Timur therefore promptly advanced northward into the Shiwalik Range (where the local people had taken refuge) slaughtering people and pillaging the land all along the way. ‘So many of them were killed that their blood ran down the mountains and the plain,’ Timur writes. In mid-January he captured Kangra, then swerved westward and, fighting as many as twenty pitched battles in thirty days, reached Jammu and sacked the city.

That was Timur’s last major military engagement in India. He then crossed the Chenab, and on 6 March 1399 held a court there to bid farewell to his princes and nobles, and to send them off to their respective provinces. He himself then set out homeward. ‘When I was satisfied with the destruction I had dealt out to the infidels, and the land was cleansed from the pollution of their existence, I turned back, victorious and triumphant, laden with spoil.’

On 19 March 1399 Timur crossed the Indus and left India. But there would be no rest ever for this warrior sultan, for he soon got embroiled in a series of wars in the Middle East and Central Asia. His last campaign plan was to conquer China, but when he was engaged in the preparation for it, he fell critically ill, and died soon after, in February 1405.

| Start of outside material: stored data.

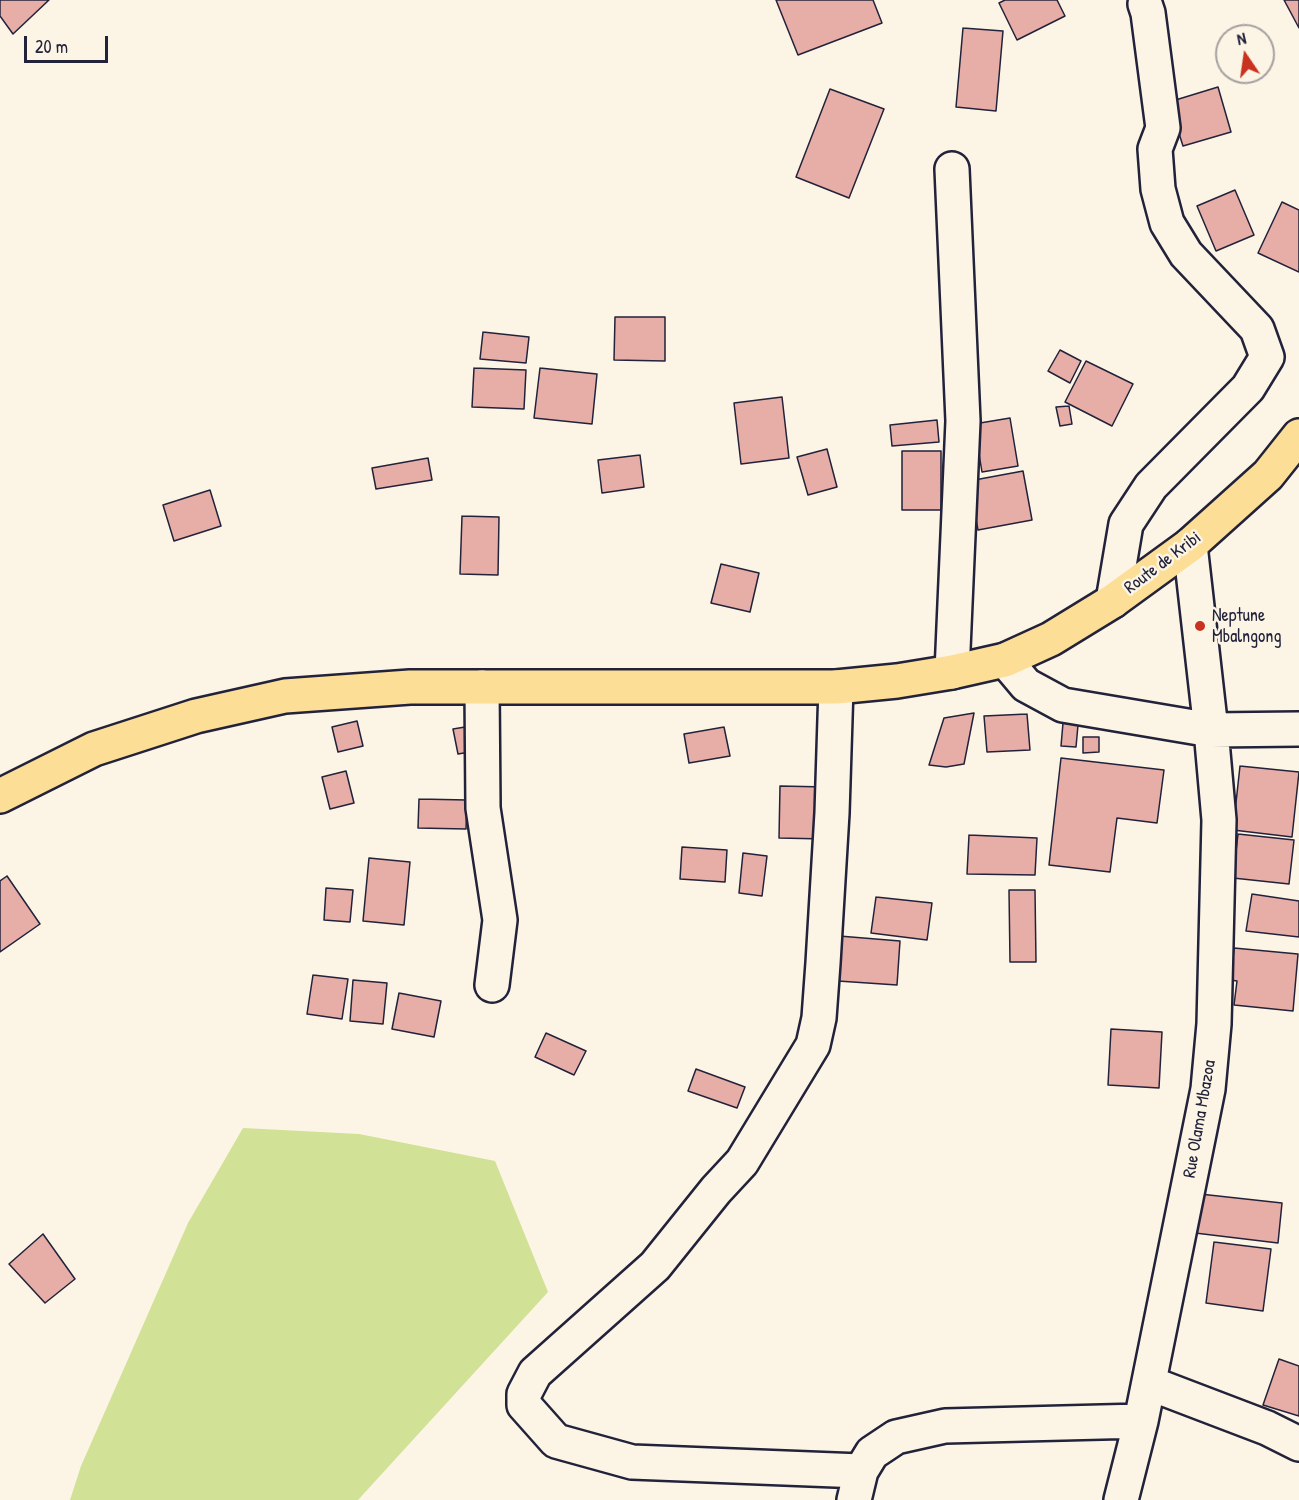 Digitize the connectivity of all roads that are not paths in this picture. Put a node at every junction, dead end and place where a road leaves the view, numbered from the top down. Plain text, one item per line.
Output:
1 (1144, 4) dead end
2 (952, 169) dead end
3 (1299, 436) edge
4 (1190, 545) junction
5 (1113, 601) junction
6 (1005, 660) junction
7 (952, 672) junction
8 (482, 687) junction
9 (836, 687) junction
10 (1299, 729) edge
11 (1211, 730) junction
12 (0, 796) edge
13 (492, 985) dead end
14 (1149, 1383) junction
15 (1141, 1421) junction
16 (1299, 1444) edge
17 (858, 1485) edge
18 (1121, 1500) edge

1 - 5 street
2 - 7 street
3 - 4 main road, Route de Kribi
4 - 5 main road, Route de Kribi
4 - 11 street, Rue Olama Mbazoa
5 - 6 main road, Route de Kribi
6 - 7 main road, Route de Kribi
6 - 11 street
7 - 9 main road, Route de Kribi
8 - 9 main road, Route de Kribi
8 - 12 main road, Route de Kribi
8 - 13 street
9 - 17 street
10 - 11 street
11 - 14 street, Rue Olama Mbazoa
14 - 15 street, Rue Olama Mbazoa
14 - 16 street
15 - 17 street
15 - 18 street, Rue Olama Mbazoa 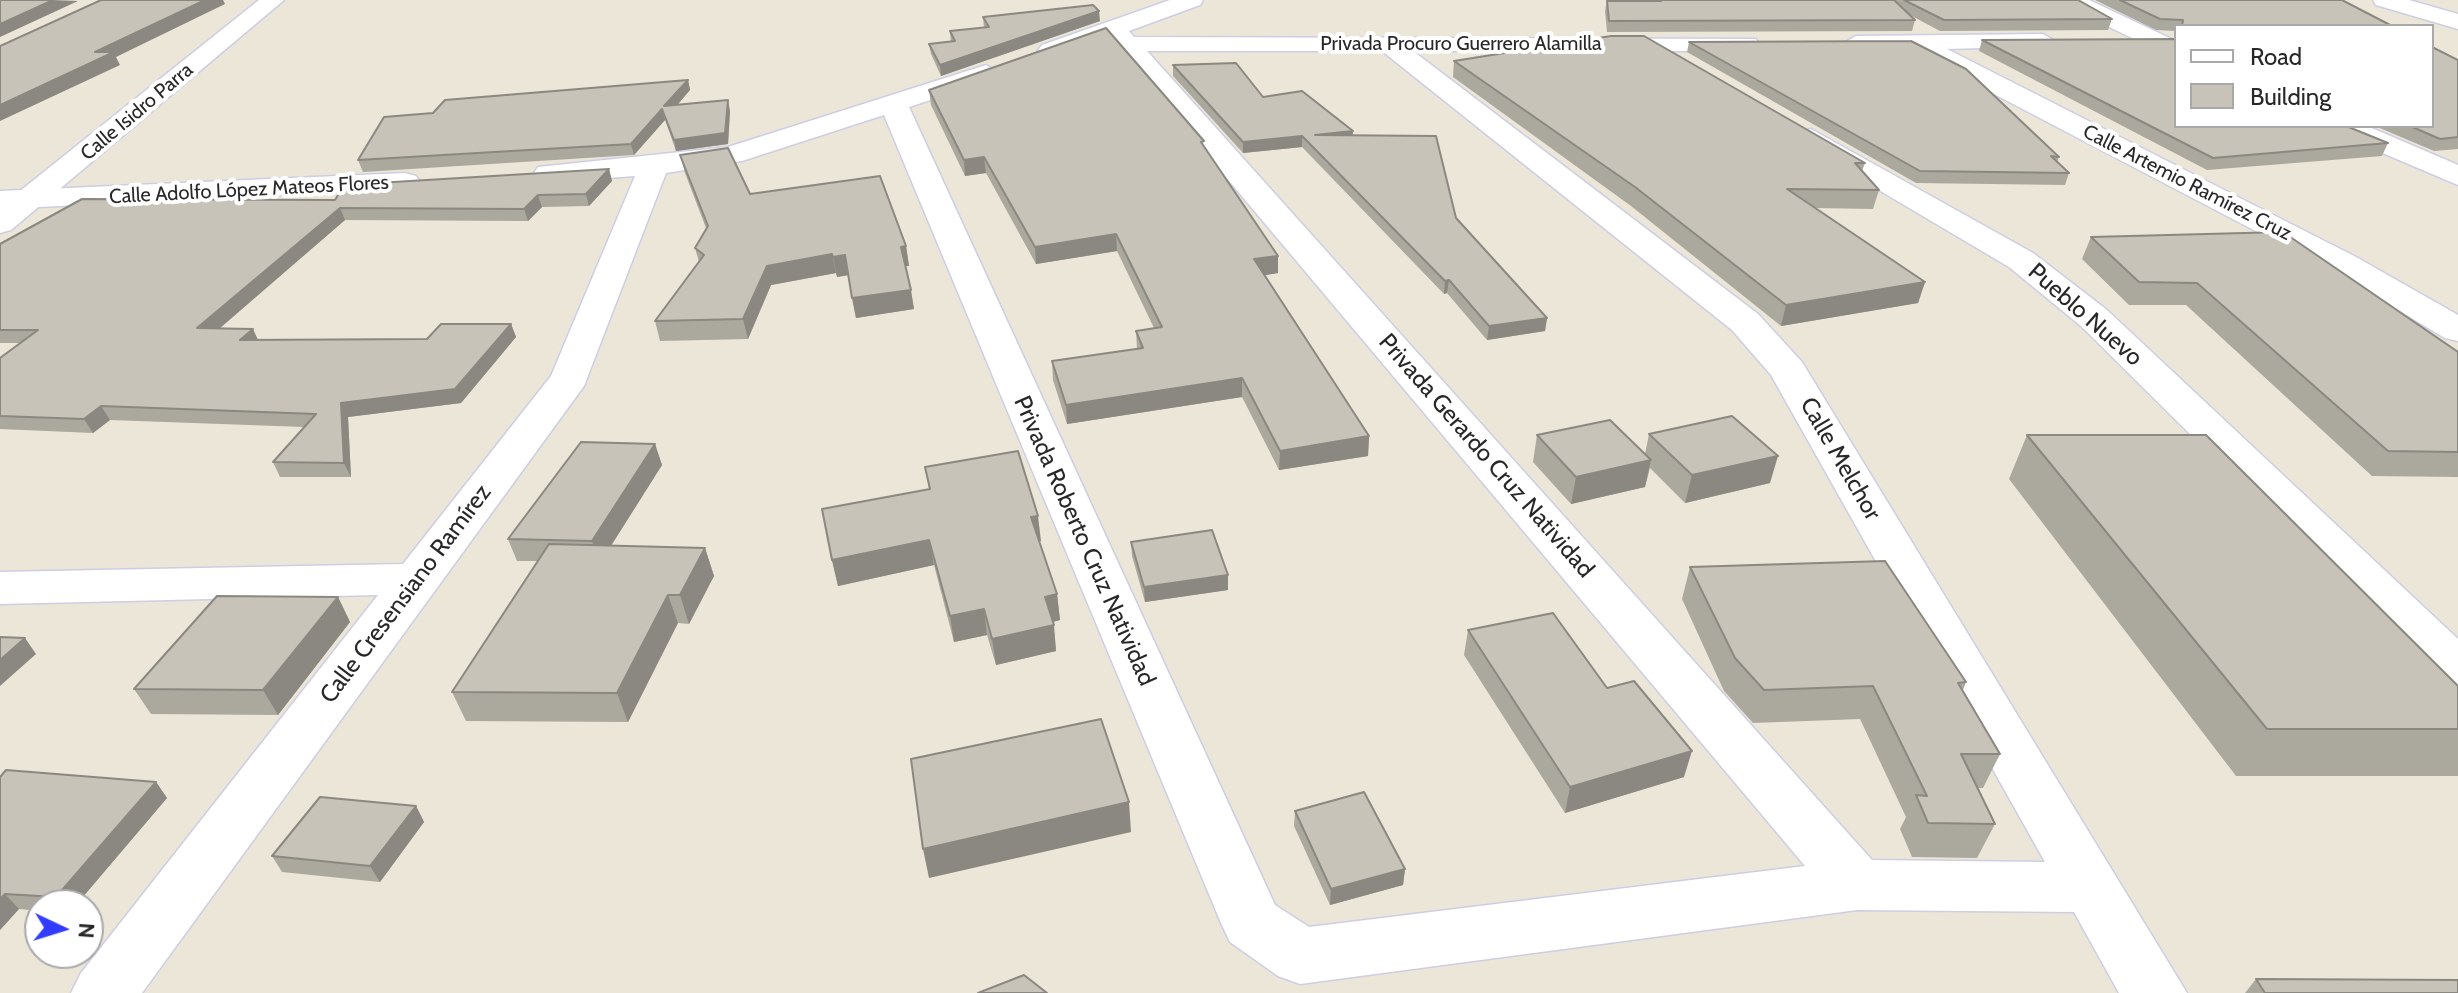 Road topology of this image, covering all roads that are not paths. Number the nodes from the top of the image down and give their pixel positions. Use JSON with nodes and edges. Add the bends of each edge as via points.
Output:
{"nodes":[{"id":1,"x":273,"y":0,"type":"edge"},
{"id":2,"x":1192,"y":0,"type":"edge"},
{"id":3,"x":2071,"y":0,"type":"edge"},
{"id":4,"x":2384,"y":0,"type":"edge"},
{"id":5,"x":2458,"y":22,"type":"edge"},
{"id":6,"x":2458,"y":30,"type":"edge"},
{"id":7,"x":2434,"y":31,"type":"edge"},
{"id":8,"x":1122,"y":36,"type":"junction"},
{"id":9,"x":2063,"y":41,"type":"edge"},
{"id":10,"x":2093,"y":41,"type":"edge"},
{"id":11,"x":1913,"y":42,"type":"junction"},
{"id":12,"x":1773,"y":43,"type":"edge"},
{"id":13,"x":1835,"y":43,"type":"edge"},
{"id":14,"x":2168,"y":43,"type":"edge"},
{"id":15,"x":1388,"y":44,"type":"junction"},
{"id":16,"x":1649,"y":44,"type":"junction"},
{"id":17,"x":1704,"y":76,"type":"edge"},
{"id":18,"x":894,"y":105,"type":"junction"},
{"id":19,"x":1787,"y":124,"type":"edge"},
{"id":20,"x":2347,"y":128,"type":"edge"},
{"id":21,"x":654,"y":166,"type":"junction"},
{"id":22,"x":2448,"y":173,"type":"edge"},
{"id":23,"x":518,"y":175,"type":"edge"},
{"id":24,"x":428,"y":181,"type":"edge"},
{"id":25,"x":0,"y":200,"type":"edge"},
{"id":26,"x":30,"y":200,"type":"junction"},
{"id":27,"x":0,"y":223,"type":"edge"},
{"id":28,"x":2458,"y":330,"type":"edge"},
{"id":29,"x":418,"y":579,"type":"junction"},
{"id":30,"x":0,"y":588,"type":"edge"},
{"id":31,"x":2458,"y":669,"type":"edge"},
{"id":32,"x":1857,"y":885,"type":"junction"},
{"id":33,"x":2092,"y":887,"type":"junction"},
{"id":34,"x":104,"y":993,"type":"edge"},
{"id":35,"x":2154,"y":993,"type":"edge"}],
"edges":[{"from":1,"to":26,"type":"street","name":"Calle Isidro Parra"},
{"from":2,"to":8,"type":"street"},
{"from":3,"to":14,"type":"street"},
{"from":4,"to":5,"type":"street"},
{"from":6,"to":7,"type":"street"},
{"from":8,"to":15,"type":"street","name":"Privada Procuro Guerrero Alamilla"},
{"from":8,"to":18,"type":"street","via":[[1018,62]]},
{"from":8,"to":32,"type":"street","name":"Privada Gerardo Cruz Natividad"},
{"from":9,"to":11,"type":"street"},
{"from":10,"to":14,"type":"street"},
{"from":11,"to":13,"type":"street"},
{"from":11,"to":28,"type":"street","name":"Calle Artemio Ramírez Cruz","via":[[2344,264]]},
{"from":12,"to":16,"type":"street","name":"Privada Procuro Guerrero Alamilla"},
{"from":15,"to":16,"type":"street","name":"Privada Procuro Guerrero Alamilla"},
{"from":15,"to":33,"type":"street","name":"Calle Melchor","via":[[1745,322],[1788,370]]},
{"from":16,"to":17,"type":"street"},
{"from":18,"to":21,"type":"street","via":[[732,155]]},
{"from":18,"to":32,"type":"street","name":"Privada Roberto Cruz Natividad","via":[[1252,923],[1300,956]]},
{"from":19,"to":31,"type":"street","name":"Pueblo Nuevo","via":[[2021,260],[2094,318]]},
{"from":20,"to":22,"type":"street"},
{"from":21,"to":23,"type":"street"},
{"from":21,"to":29,"type":"street","name":"Calle Cresensiano Ramírez","via":[[570,378]]},
{"from":24,"to":26,"type":"street","name":"Calle Adolfo López Mateos Flores"},
{"from":25,"to":26,"type":"street","name":"Calle Adolfo López Mateos Flores"},
{"from":26,"to":27,"type":"street","name":"Calle Isidro Parra"},
{"from":29,"to":30,"type":"street"},
{"from":29,"to":34,"type":"street","name":"Calle Cresensiano Ramírez"},
{"from":32,"to":33,"type":"street"},
{"from":33,"to":35,"type":"street","name":"Calle Melchor"}]}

Timur was in India for about six months only, but those were the most devastating six months in the entire history of India, as regards the number of the towns and villages sacked, and of the people butchered. Every town and village that his army passed through was littered with the putrefying copses. Typical of Timur was the order he once gave to one of his generals: ‘March up the Yamuna, and take every fort and town and village you come to, and put all the infidels of the country to the sword.’ Timur’s army was like a vast pack of howling, predatory animals rampaging through the land. Its blood-lust was appalling.

Yet, for all his savagery, Timur, like Mahmud Ghazni, was a man of culture. A writer himself, he loved the company of the learned and was an ardent patron of creative people. His autobiography, written in Chagatai Turkic language, is quite an engaging work, in which he describes his campaigns with cool candour. Timur had a good sense of his place in history, and he wrote his autobiography to preserve the record of his achievements. In some places he also had the account of his campaigns engraved on rock. ‘I ordered an engraver on stone, who was in my camp, to cut an inscription somewhere on those defiles to the effect that I had reached this country by such and such a route, in the auspicious month of Ramadan A. H. 800,’ he states.

Oddly, there was also a touching element of tenderness in the character of this most ruthless, sanguinary monarch — unbelievable though it might seem, of all the vast and opulent booty and gifts that he collected in India, what he most cherished were two white parrots presented to him by a chieftain near Delhi. These birds ‘could talk well and pleasantly,’ writes Timur. ‘The sight of these parrots and the sound of their voices gave me great satisfaction, so I gave directions that they should be brought before me in their cages every day so that I might listen to their talk … They brought [to me several] rare presents from Hindustan, but I looked upon the two parrots as the best of their gifts.’

Timur was also human enough to cry sometimes, though what he shed were tears of joy. ‘When I recounted the favours and mercies I had received from the Almighty — my excellent sons, the brave and renowned amirs who served under me, and the great and glorious victories I had won — my heart melted, and tears burst from my eyes,’ he writes.